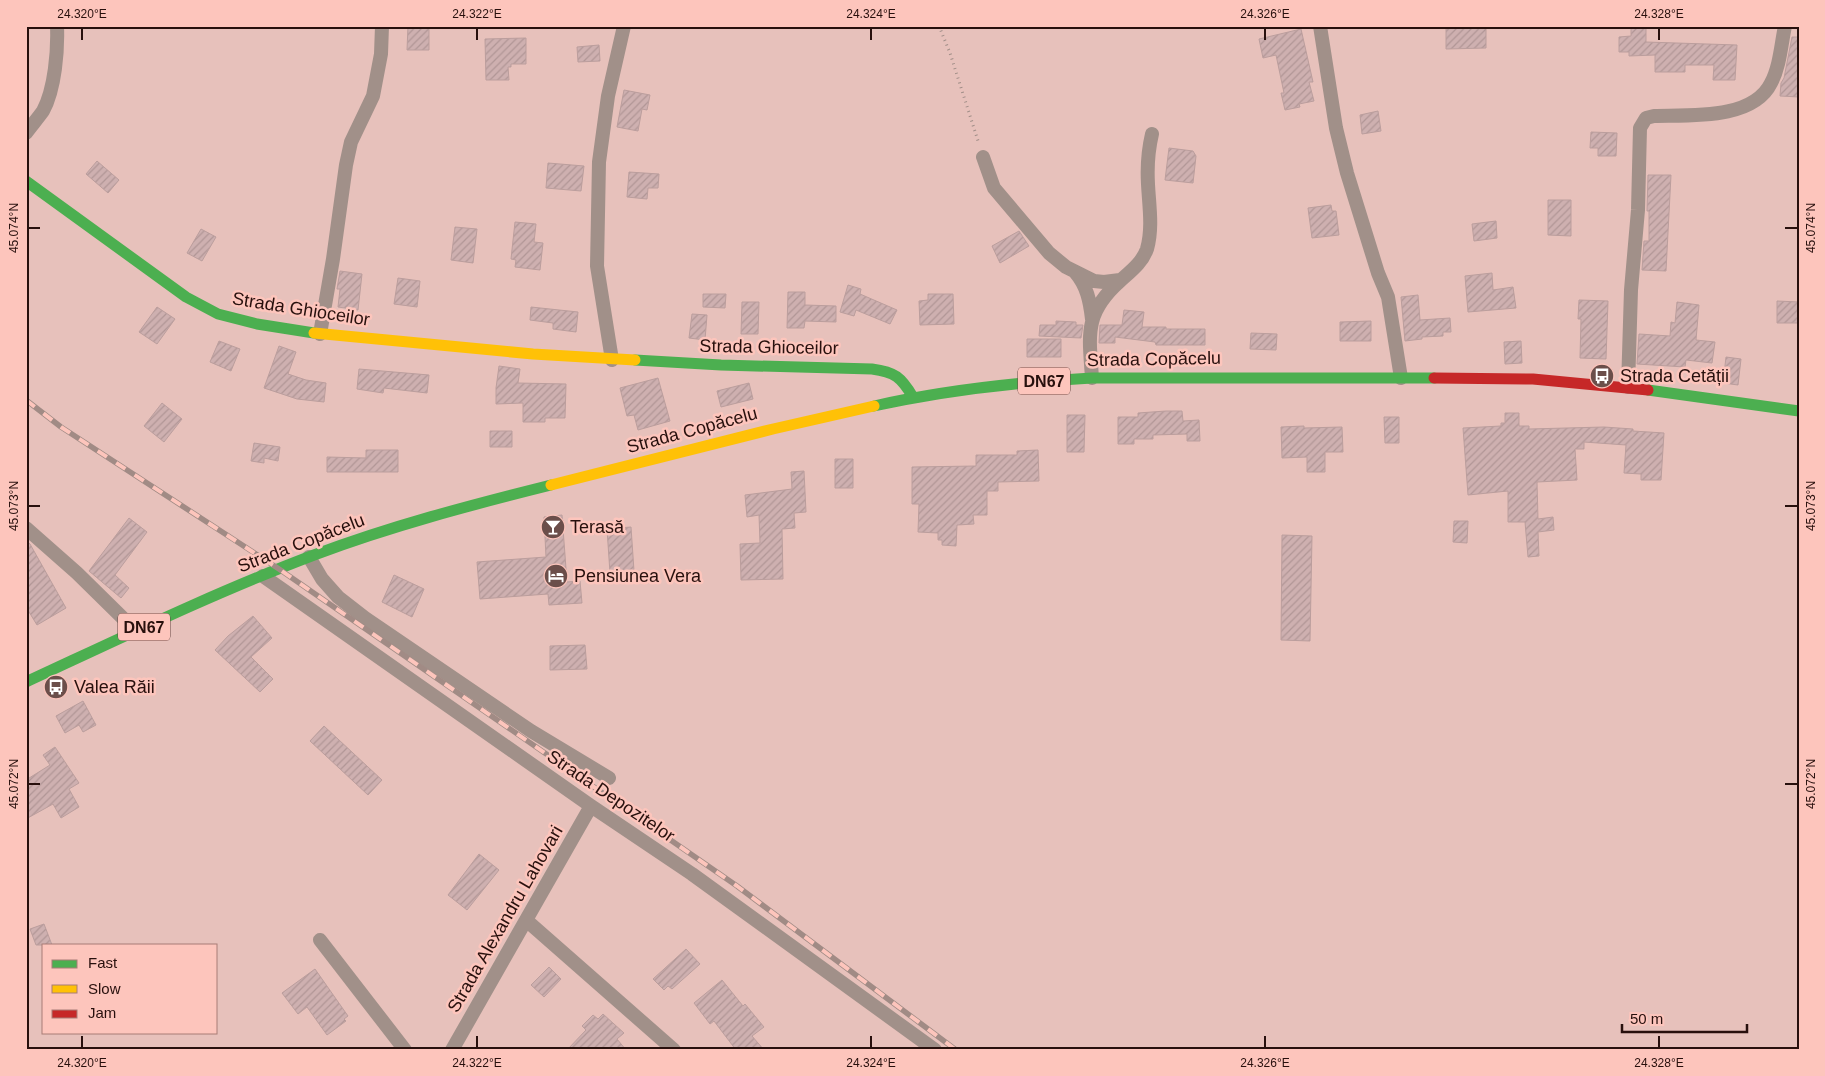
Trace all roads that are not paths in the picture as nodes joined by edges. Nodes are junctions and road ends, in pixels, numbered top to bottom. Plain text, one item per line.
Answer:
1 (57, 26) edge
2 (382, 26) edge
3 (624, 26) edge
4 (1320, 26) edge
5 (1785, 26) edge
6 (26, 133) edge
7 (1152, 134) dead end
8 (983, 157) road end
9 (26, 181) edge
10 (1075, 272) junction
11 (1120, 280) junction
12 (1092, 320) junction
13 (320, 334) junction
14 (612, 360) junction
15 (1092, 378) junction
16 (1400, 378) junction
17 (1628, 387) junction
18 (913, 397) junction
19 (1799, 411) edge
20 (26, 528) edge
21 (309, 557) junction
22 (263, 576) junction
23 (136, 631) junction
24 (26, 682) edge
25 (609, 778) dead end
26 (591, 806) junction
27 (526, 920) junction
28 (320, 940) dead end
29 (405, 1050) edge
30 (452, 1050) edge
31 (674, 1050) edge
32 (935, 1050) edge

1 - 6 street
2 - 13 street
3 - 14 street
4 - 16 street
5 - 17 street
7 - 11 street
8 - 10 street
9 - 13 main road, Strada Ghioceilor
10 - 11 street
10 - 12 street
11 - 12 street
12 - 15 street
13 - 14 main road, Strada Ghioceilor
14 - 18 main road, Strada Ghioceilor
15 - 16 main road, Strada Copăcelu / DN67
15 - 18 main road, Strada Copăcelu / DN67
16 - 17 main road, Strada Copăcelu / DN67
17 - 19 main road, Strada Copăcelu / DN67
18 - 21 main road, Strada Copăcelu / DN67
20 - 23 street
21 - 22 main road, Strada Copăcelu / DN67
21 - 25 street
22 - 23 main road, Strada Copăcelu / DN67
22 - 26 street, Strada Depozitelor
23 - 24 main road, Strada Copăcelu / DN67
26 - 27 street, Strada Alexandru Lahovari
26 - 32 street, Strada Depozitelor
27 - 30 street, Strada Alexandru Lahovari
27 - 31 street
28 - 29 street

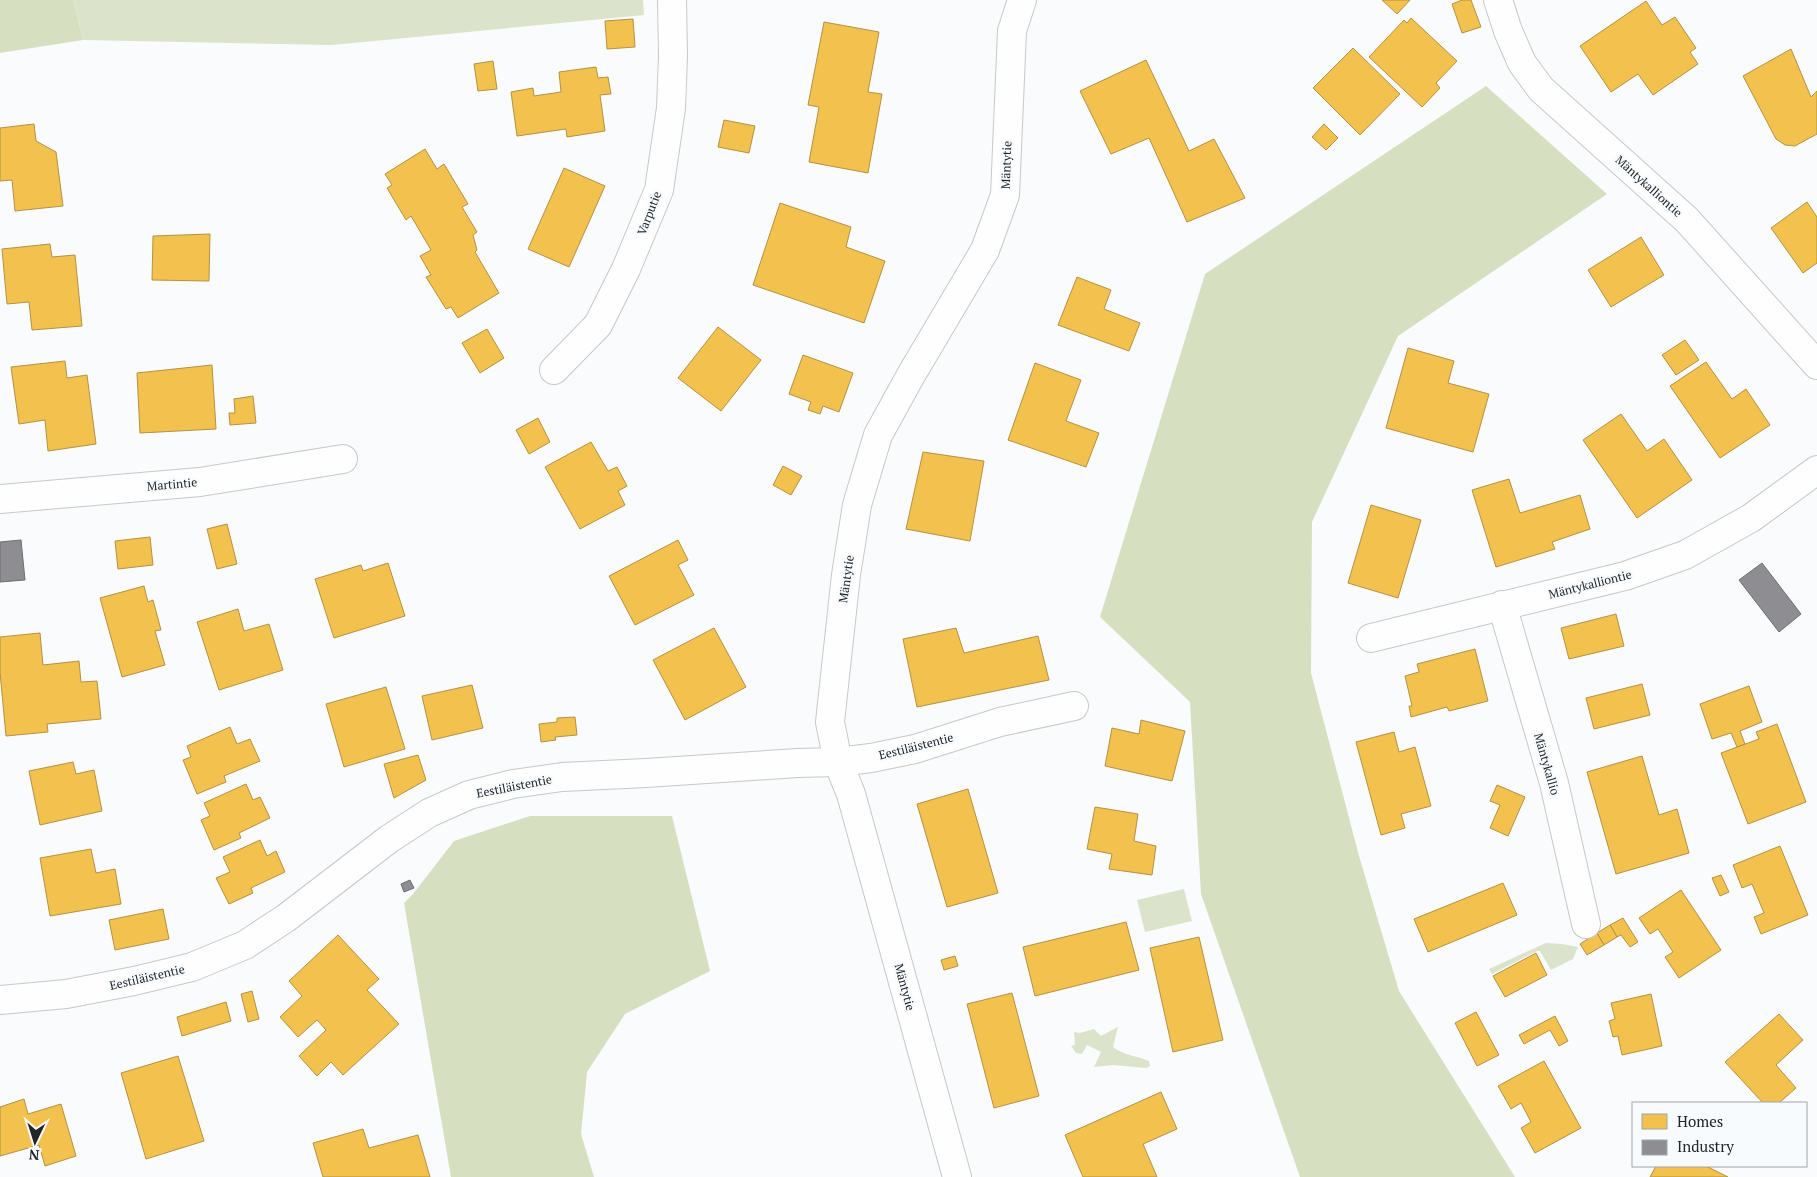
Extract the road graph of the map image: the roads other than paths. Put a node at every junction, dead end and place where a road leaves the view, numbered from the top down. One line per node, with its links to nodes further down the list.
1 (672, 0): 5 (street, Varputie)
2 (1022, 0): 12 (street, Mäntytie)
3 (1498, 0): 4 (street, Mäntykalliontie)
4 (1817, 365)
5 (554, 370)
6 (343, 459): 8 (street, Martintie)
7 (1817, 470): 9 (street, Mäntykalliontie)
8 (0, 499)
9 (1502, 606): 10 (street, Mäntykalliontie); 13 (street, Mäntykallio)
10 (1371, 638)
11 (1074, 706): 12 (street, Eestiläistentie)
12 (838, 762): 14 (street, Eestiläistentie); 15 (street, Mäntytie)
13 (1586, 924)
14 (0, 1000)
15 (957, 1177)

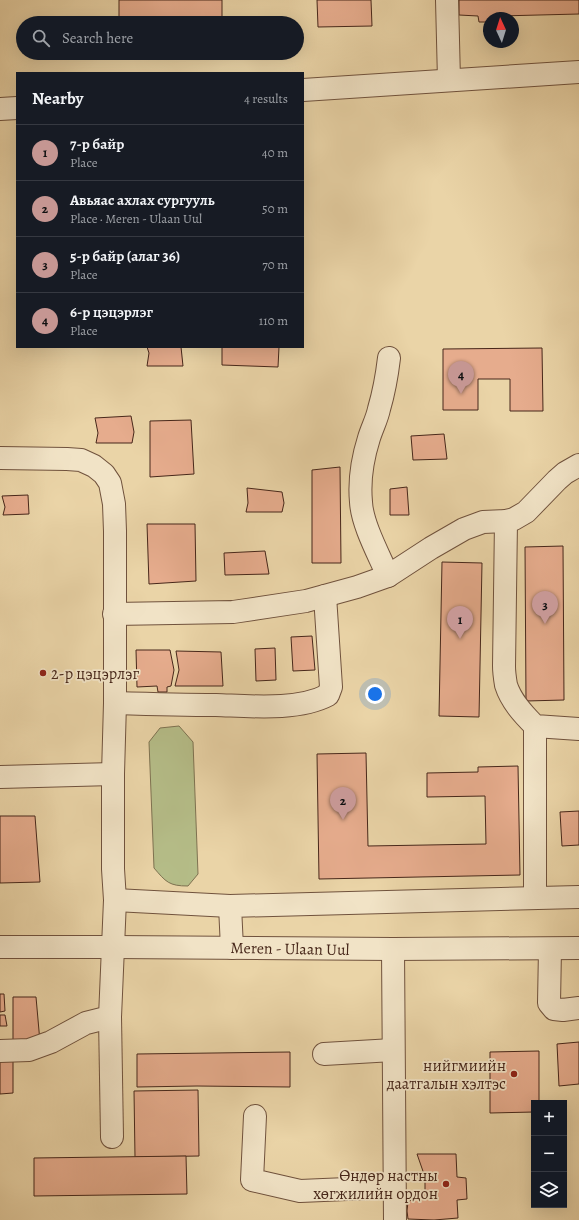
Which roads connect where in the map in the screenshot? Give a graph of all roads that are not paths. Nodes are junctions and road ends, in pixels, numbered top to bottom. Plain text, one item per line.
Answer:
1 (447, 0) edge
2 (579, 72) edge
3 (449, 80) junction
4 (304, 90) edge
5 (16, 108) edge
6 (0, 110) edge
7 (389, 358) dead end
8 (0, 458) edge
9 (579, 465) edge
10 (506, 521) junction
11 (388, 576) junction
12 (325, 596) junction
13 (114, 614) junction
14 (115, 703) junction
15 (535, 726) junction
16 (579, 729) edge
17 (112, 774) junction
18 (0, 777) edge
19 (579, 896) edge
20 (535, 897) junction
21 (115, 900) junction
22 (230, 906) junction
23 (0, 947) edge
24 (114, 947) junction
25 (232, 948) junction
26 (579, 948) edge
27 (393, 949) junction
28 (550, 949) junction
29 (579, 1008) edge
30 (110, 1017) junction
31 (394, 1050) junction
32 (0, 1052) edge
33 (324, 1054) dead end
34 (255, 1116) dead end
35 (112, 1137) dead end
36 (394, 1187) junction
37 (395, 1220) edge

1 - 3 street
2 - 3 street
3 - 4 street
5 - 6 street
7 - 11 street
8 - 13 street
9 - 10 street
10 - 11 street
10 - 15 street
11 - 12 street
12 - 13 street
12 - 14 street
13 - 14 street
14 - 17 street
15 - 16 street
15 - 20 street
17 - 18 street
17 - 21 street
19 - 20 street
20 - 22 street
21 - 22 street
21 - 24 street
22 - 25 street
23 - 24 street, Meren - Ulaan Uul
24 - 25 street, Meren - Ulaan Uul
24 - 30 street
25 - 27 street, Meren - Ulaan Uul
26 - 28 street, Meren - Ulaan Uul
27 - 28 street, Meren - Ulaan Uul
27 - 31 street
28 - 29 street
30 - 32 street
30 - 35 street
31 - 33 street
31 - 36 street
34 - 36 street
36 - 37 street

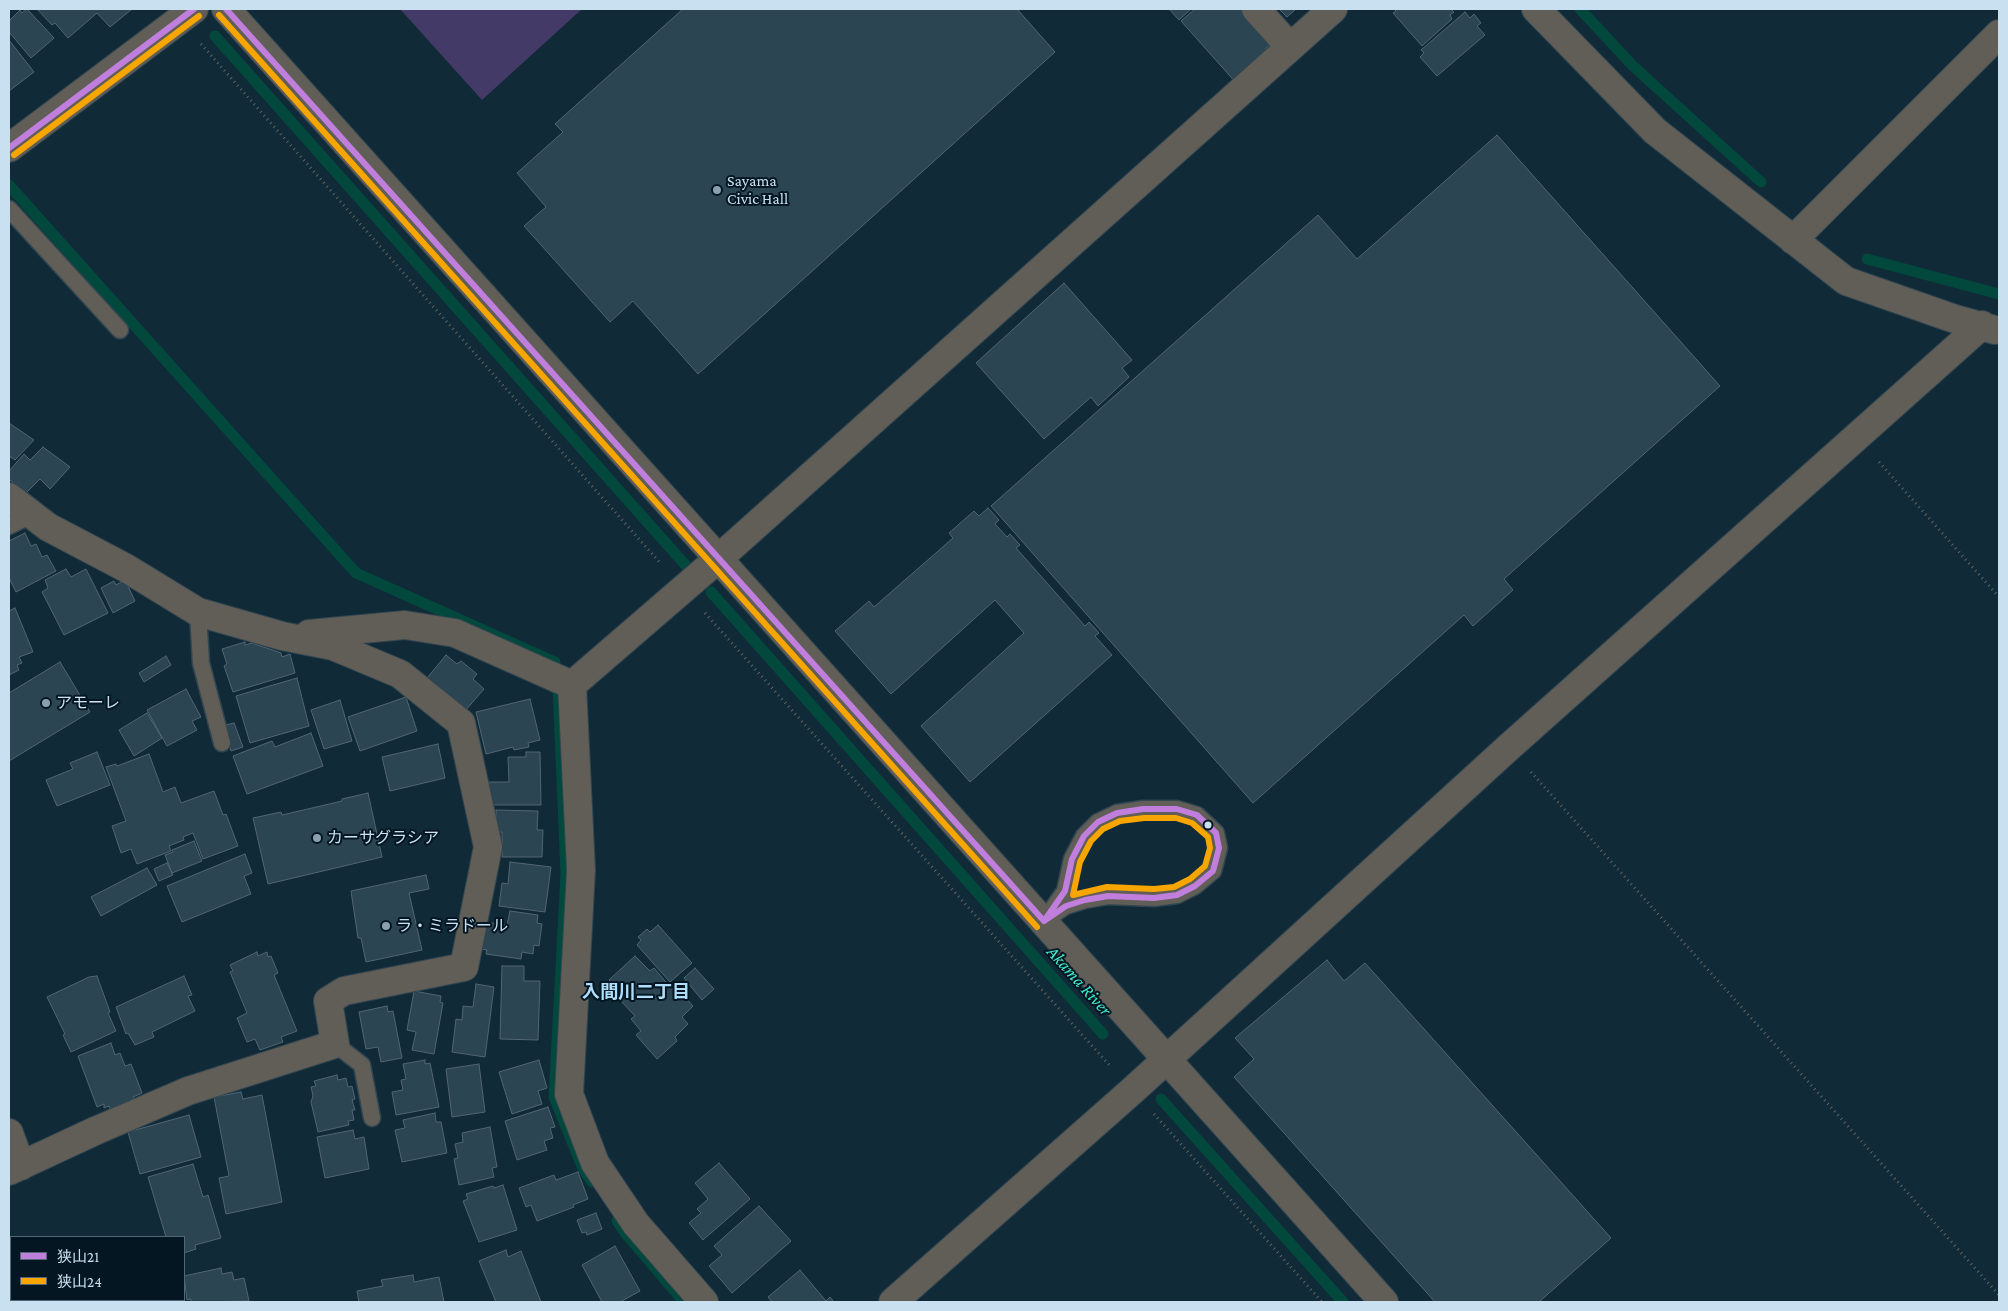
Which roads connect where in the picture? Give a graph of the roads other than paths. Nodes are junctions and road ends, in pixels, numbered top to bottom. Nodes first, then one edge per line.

⁂

# What the task asks
Show every line of the material above in which "text" is present.

# Output below
Trace all roads that are not paths in the picture as nodes joined by edges. Nodes are junctions and road ends, in pixels, numbered top to bottom. Plain text, one item per line.
Which roads connect where in the map in the screenshot? Give a graph of all roads that are not paths. Nodes are junctions and road ends, in pixels, numbered top to bottom. Plain text, one item per line.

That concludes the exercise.